Exercise details » Please output the data exactly, without omitting anything.

Data section »
┌──
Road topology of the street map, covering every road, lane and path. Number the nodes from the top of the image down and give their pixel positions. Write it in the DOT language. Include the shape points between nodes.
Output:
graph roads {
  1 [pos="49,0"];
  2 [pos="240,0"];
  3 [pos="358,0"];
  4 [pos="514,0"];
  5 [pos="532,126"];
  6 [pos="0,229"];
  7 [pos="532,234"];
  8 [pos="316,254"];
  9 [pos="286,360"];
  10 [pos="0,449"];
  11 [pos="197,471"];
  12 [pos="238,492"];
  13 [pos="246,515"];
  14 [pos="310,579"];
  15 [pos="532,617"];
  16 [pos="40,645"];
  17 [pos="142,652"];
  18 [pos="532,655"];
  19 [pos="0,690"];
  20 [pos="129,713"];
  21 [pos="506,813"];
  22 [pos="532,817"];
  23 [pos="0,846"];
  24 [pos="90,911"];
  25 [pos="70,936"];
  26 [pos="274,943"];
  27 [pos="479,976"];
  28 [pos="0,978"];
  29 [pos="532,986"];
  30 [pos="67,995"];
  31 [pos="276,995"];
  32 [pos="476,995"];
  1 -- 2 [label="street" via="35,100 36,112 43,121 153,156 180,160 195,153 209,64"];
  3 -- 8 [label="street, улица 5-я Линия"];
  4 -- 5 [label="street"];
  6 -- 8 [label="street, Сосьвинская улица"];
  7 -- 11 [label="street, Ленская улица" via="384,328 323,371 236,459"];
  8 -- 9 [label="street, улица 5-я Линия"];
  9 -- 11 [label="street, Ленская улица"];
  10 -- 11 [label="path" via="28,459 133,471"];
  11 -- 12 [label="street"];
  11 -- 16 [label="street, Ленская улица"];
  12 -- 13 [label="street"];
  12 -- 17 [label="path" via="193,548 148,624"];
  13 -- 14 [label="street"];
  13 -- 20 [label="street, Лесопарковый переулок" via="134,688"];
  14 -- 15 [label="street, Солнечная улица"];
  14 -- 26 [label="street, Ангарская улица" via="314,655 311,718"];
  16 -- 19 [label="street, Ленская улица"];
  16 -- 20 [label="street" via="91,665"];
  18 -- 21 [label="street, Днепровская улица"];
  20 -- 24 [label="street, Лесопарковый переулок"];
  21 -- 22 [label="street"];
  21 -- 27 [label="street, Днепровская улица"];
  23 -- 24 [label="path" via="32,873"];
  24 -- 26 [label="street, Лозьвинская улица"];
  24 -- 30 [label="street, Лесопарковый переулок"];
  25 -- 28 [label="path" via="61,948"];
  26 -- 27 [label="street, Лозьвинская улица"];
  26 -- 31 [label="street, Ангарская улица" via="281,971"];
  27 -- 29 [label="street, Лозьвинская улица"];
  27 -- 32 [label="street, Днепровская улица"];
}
└──
Final answer »
Road topology of the street map, covering every road, lane and path. Number the nodes from the top of the image down and give their pixel positions. Write it in the DOT language. Include the shape points between nodes.
Output:
graph roads {
  1 [pos="49,0"];
  2 [pos="240,0"];
  3 [pos="358,0"];
  4 [pos="514,0"];
  5 [pos="532,126"];
  6 [pos="0,229"];
  7 [pos="532,234"];
  8 [pos="316,254"];
  9 [pos="286,360"];
  10 [pos="0,449"];
  11 [pos="197,471"];
  12 [pos="238,492"];
  13 [pos="246,515"];
  14 [pos="310,579"];
  15 [pos="532,617"];
  16 [pos="40,645"];
  17 [pos="142,652"];
  18 [pos="532,655"];
  19 [pos="0,690"];
  20 [pos="129,713"];
  21 [pos="506,813"];
  22 [pos="532,817"];
  23 [pos="0,846"];
  24 [pos="90,911"];
  25 [pos="70,936"];
  26 [pos="274,943"];
  27 [pos="479,976"];
  28 [pos="0,978"];
  29 [pos="532,986"];
  30 [pos="67,995"];
  31 [pos="276,995"];
  32 [pos="476,995"];
  1 -- 2 [label="street" via="35,100 36,112 43,121 153,156 180,160 195,153 209,64"];
  3 -- 8 [label="street, улица 5-я Линия"];
  4 -- 5 [label="street"];
  6 -- 8 [label="street, Сосьвинская улица"];
  7 -- 11 [label="street, Ленская улица" via="384,328 323,371 236,459"];
  8 -- 9 [label="street, улица 5-я Линия"];
  9 -- 11 [label="street, Ленская улица"];
  10 -- 11 [label="path" via="28,459 133,471"];
  11 -- 12 [label="street"];
  11 -- 16 [label="street, Ленская улица"];
  12 -- 13 [label="street"];
  12 -- 17 [label="path" via="193,548 148,624"];
  13 -- 14 [label="street"];
  13 -- 20 [label="street, Лесопарковый переулок" via="134,688"];
  14 -- 15 [label="street, Солнечная улица"];
  14 -- 26 [label="street, Ангарская улица" via="314,655 311,718"];
  16 -- 19 [label="street, Ленская улица"];
  16 -- 20 [label="street" via="91,665"];
  18 -- 21 [label="street, Днепровская улица"];
  20 -- 24 [label="street, Лесопарковый переулок"];
  21 -- 22 [label="street"];
  21 -- 27 [label="street, Днепровская улица"];
  23 -- 24 [label="path" via="32,873"];
  24 -- 26 [label="street, Лозьвинская улица"];
  24 -- 30 [label="street, Лесопарковый переулок"];
  25 -- 28 [label="path" via="61,948"];
  26 -- 27 [label="street, Лозьвинская улица"];
  26 -- 31 [label="street, Ангарская улица" via="281,971"];
  27 -- 29 [label="street, Лозьвинская улица"];
  27 -- 32 [label="street, Днепровская улица"];
}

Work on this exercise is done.